Bell emerged out of the heady Los Angeles art scene of the 1960s — that creatively lush and rebellious crew of Minimalists, Perceptualists and progenitors of the Light and Space movement. Living in Venice Beach, Bell’s cohort included the likes of Ed Ruscha and Robert Irwin. (If “Aspen Blues” piques your interest, that ’60s L.A. scene will be the subject of a two-day critical dialogue at Anderson Ranch Arts Center this summer. Titled “Rebels in Paradise,” it will be led by KCRW art critic Hunter Drohojowska-Philp and Otis College of Art and Design’s Roy Dowell on July 9 and 10).

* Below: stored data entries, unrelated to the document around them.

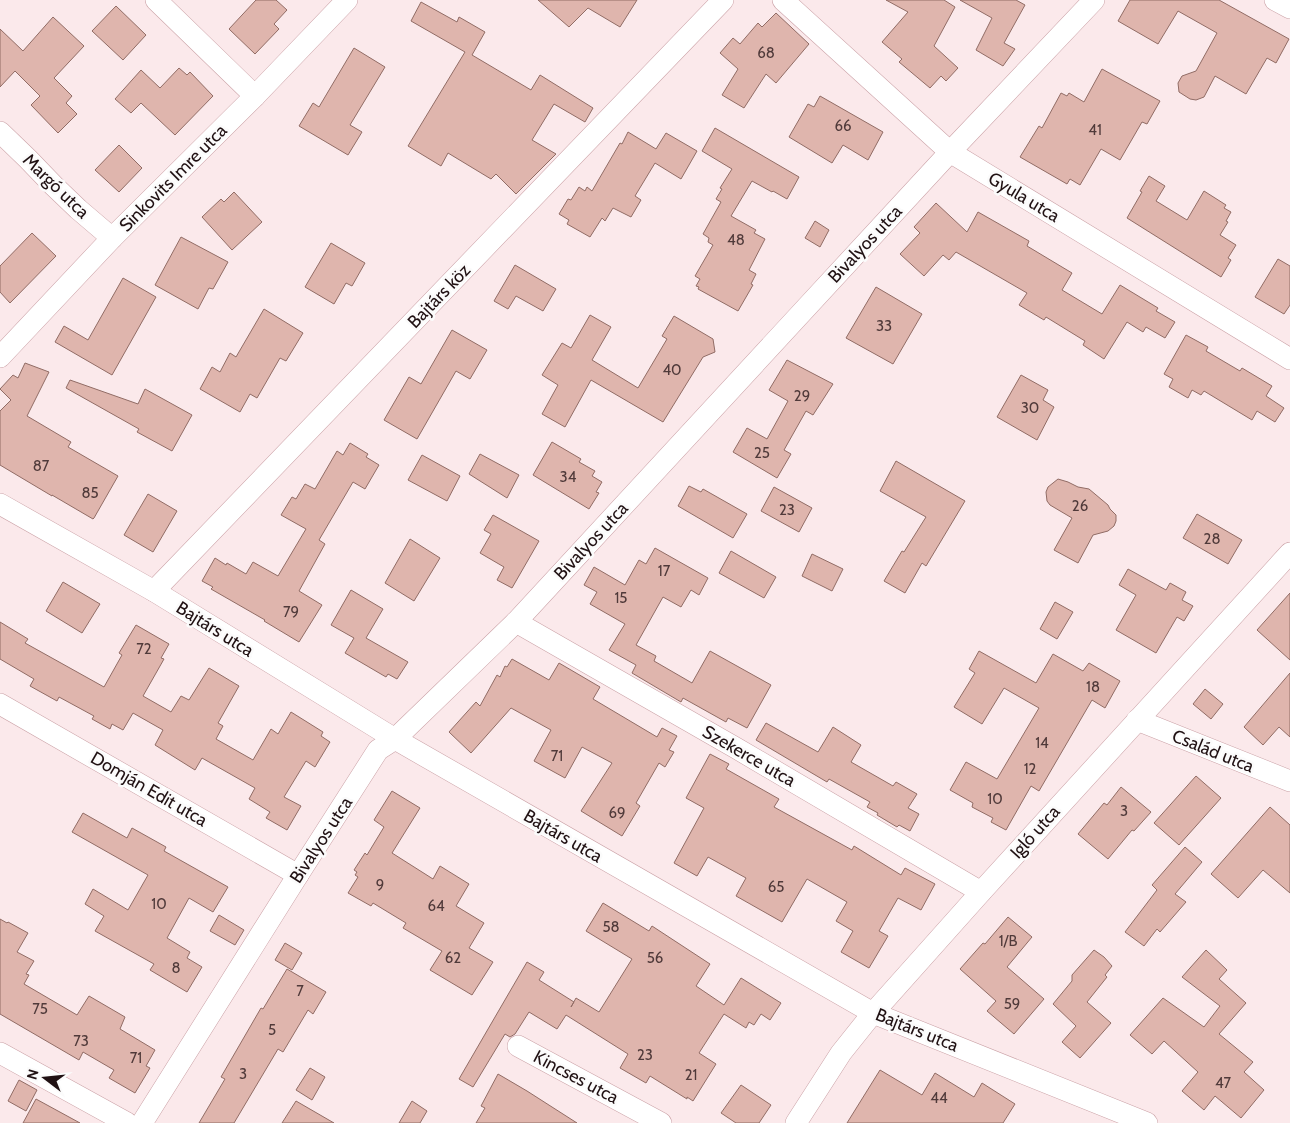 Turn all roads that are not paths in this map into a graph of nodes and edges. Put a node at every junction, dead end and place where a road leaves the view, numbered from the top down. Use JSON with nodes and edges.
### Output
{"nodes":[{"id":1,"x":156,"y":0,"type":"edge"},
{"id":2,"x":347,"y":0,"type":"edge"},
{"id":3,"x":723,"y":0,"type":"edge"},
{"id":4,"x":783,"y":0,"type":"edge"},
{"id":5,"x":1094,"y":0,"type":"edge"},
{"id":6,"x":1275,"y":0,"type":"edge"},
{"id":7,"x":1290,"y":8,"type":"edge"},
{"id":8,"x":256,"y":96,"type":"junction"},
{"id":9,"x":0,"y":132,"type":"edge"},
{"id":10,"x":950,"y":152,"type":"junction"},
{"id":11,"x":112,"y":238,"type":"junction"},
{"id":12,"x":0,"y":357,"type":"edge"},
{"id":13,"x":1290,"y":359,"type":"edge"},
{"id":14,"x":0,"y":504,"type":"edge"},
{"id":15,"x":1290,"y":553,"type":"edge"},
{"id":16,"x":154,"y":591,"type":"junction"},
{"id":17,"x":516,"y":622,"type":"junction"},
{"id":18,"x":0,"y":704,"type":"edge"},
{"id":19,"x":1137,"y":720,"type":"junction"},
{"id":20,"x":395,"y":739,"type":"junction"},
{"id":21,"x":1290,"y":781,"type":"edge"},
{"id":22,"x":298,"y":875,"type":"junction"},
{"id":23,"x":981,"y":892,"type":"junction"},
{"id":24,"x":873,"y":1013,"type":"junction"},
{"id":25,"x":518,"y":1046,"type":"dead end"},
{"id":26,"x":0,"y":1053,"type":"edge"},
{"id":27,"x":127,"y":1123,"type":"edge"},
{"id":28,"x":142,"y":1123,"type":"edge"},
{"id":29,"x":661,"y":1123,"type":"edge"},
{"id":30,"x":796,"y":1123,"type":"edge"},
{"id":31,"x":1147,"y":1123,"type":"edge"}],
"edges":[{"from":1,"to":8,"type":"street"},
{"from":2,"to":8,"type":"street","name":"Sinkovits Imre utca"},
{"from":3,"to":16,"type":"street","name":"Bajtárs köz"},
{"from":4,"to":10,"type":"street","name":"Gyula utca"},
{"from":5,"to":10,"type":"street","name":"Bivalyos utca"},
{"from":6,"to":7,"type":"street"},
{"from":8,"to":11,"type":"street","name":"Sinkovits Imre utca"},
{"from":9,"to":11,"type":"street","name":"Margó utca"},
{"from":10,"to":13,"type":"street","name":"Gyula utca"},
{"from":10,"to":17,"type":"street","name":"Bivalyos utca"},
{"from":11,"to":12,"type":"street","name":"Sinkovits Imre utca"},
{"from":14,"to":16,"type":"street","name":"Bajtárs utca"},
{"from":15,"to":19,"type":"street","name":"Igló utca"},
{"from":16,"to":20,"type":"street","name":"Bajtárs utca"},
{"from":17,"to":20,"type":"street","name":"Bivalyos utca"},
{"from":17,"to":23,"type":"street","name":"Szekerce utca"},
{"from":18,"to":22,"type":"street","name":"Domján Edit utca"},
{"from":19,"to":21,"type":"street","name":"Család utca"},
{"from":19,"to":23,"type":"street","name":"Igló utca"},
{"from":20,"to":22,"type":"street","name":"Bivalyos utca"},
{"from":20,"to":24,"type":"street","name":"Bajtárs utca"},
{"from":22,"to":28,"type":"street","name":"Bivalyos utca"},
{"from":23,"to":24,"type":"street","name":"Igló utca"},
{"from":24,"to":30,"type":"street","name":"Igló utca"},
{"from":24,"to":31,"type":"street","name":"Bajtárs utca"},
{"from":25,"to":29,"type":"street","name":"Kincses utca"},
{"from":26,"to":27,"type":"street"}]}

Bell’s cubes and boxes have grown more complex over the years, with the help of new technologies and advanced fabrication techniques. In the early years, he scraped at household mirrors to create his signature effects. These days he uses responsive materials that can transmit, absorb and reflect light to his desired effect. But the concept remains intact and simple — playing with those rigid right angles and the magic of human perception and light.

He’s used a similar approach for a recent body of work using paper and Mylar, in pieces that hang from ceilings, and in the early ’80s created his ethereal and iconic “vapor drawings” and mirage works based on similar principles.

The artist has used light as a medium and the sun as a collaborator for so long and done it so innovatively, that one might assume his move from Los Angeles to the mountains of Taos had something to do with the atmosphere, the thin air and moving up in elevation getting closer to the sun. But Bell isn’t so sure.

“What living out here has done for me, more than anything else, is to get rid of distractions,” he said. “I don’t know how to describe how the light and sun has influenced my work. It’s safe enough to say that it has. But I don’t know how.”

Bell is a staunch believer in the artist’s instinct and the old Beat Generation philosophy of “first thought, best thought.” When young and emerging artists look to him for advice, he said, he urges them to get out of their heads, trust their hands, and ignore critics and trends.

“Your work is your teacher and tells you what to do,” he said. “And as long as you follow the work, you will never be doing wrong.”